Burmeister's porpoises are not well known as they are difficult to spot at sea unless the conditions are calm. Limited sightings have been documented and relatively minimal information has been collected to date although it is known that this species has been, and continues to be, subject to extensive directed hunts off the coasts of both Peru and Chile. Their meat is used as bait in crab and shark fisheries and for human consumption.
The Burmeister's porpoise is shaped like a typical porpoise; it has a robust body shape, flat forehead, no beak, and a single blowhole. The upturned mouth gives it the appearance of smiling and has 10 to 23 pairs of teeth in the upper jaw, and 14 to 23 pairs in the lower. The body is dark grey or black, with a lighter belly. It has dark lips and eye patches, and stripes running from the chin to the flippers with the stripe on the left side generally being wider. The dorsal fin and flippers are small and backward pointing. The Burmeister's porpoise differs from all other porpoises in the position of its dorsal fin, set well behind the middle of the back. The fin has circular bumps known as tubercles along the leading edge, giving rise to the species Latin name. This species can be mistaken for several others depending on the area. It may be confused with Chilean dolphins, the franciscana dolphin, or the spectacled porpoise, but the distinctive placement of the dorsal fin and colour pattern allow for accurate identification.

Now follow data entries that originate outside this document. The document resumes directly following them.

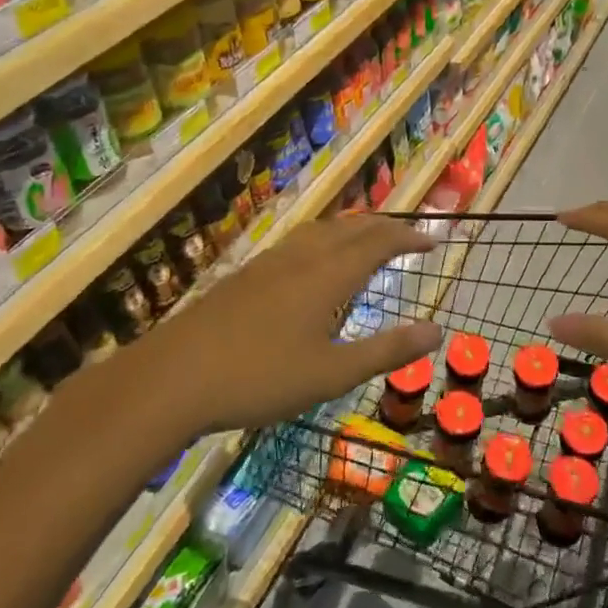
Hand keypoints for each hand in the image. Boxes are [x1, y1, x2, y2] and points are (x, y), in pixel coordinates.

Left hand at [147, 215, 441, 437]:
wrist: (170, 380)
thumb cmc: (259, 378)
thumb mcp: (331, 374)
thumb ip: (386, 351)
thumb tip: (437, 331)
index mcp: (327, 276)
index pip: (378, 242)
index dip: (409, 236)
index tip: (435, 240)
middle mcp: (301, 258)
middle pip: (351, 228)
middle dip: (384, 228)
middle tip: (407, 237)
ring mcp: (267, 264)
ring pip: (320, 231)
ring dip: (352, 229)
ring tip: (365, 241)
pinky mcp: (243, 276)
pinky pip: (296, 242)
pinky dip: (323, 240)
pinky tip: (311, 264)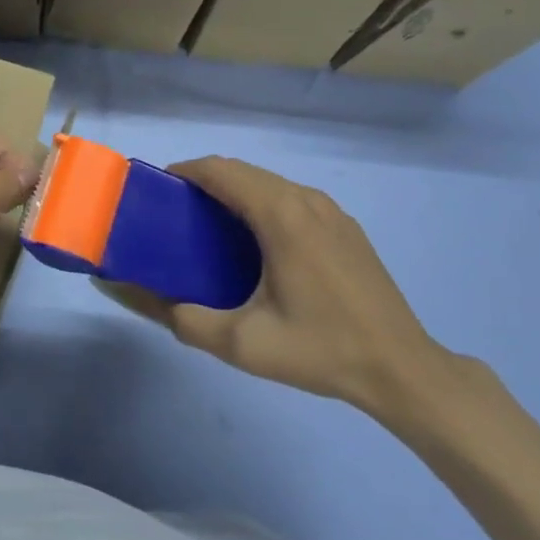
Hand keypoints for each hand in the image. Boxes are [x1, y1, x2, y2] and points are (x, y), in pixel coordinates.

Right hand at [128, 157, 450, 414]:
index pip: (220, 170)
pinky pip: (292, 198)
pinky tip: (256, 244)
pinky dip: (262, 204)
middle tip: (177, 214)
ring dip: (235, 191)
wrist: (402, 369)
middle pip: (243, 171)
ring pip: (269, 183)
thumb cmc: (320, 349)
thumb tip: (136, 297)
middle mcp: (305, 200)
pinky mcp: (345, 227)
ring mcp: (331, 211)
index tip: (158, 192)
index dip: (184, 172)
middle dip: (205, 181)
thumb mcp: (242, 343)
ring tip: (210, 227)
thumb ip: (184, 319)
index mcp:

When surfacing, Burmeister's porpoises barely disturb the water so they are easy to overlook at sea unless conditions are calm. They move erratically, rarely breach and are usually found in small groups, which scatter when approached. They usually move alone or in pairs, but sometimes can be seen in larger groups of up to 10 individuals. These higher numbers are probably a result of concentrated food sources. It is thought that they move close to shore at night.
The Burmeister´s porpoise is endemic to South America. They can be found from northern Peru on the Pacific coast, to southern Brazil on the Atlantic coast. They are believed to be more common on the Pacific coast than the Atlantic and they seem to prefer cold, shallow waters and estuaries near the coast. There are not enough observations at sea to be sure whether their range is continuous or fragmented and their population worldwide is unknown due to a lack of information. Threats to Burmeister's porpoises include hunting and entanglement in fishing nets. It is listed as Data Deficient by the IUCN (2008).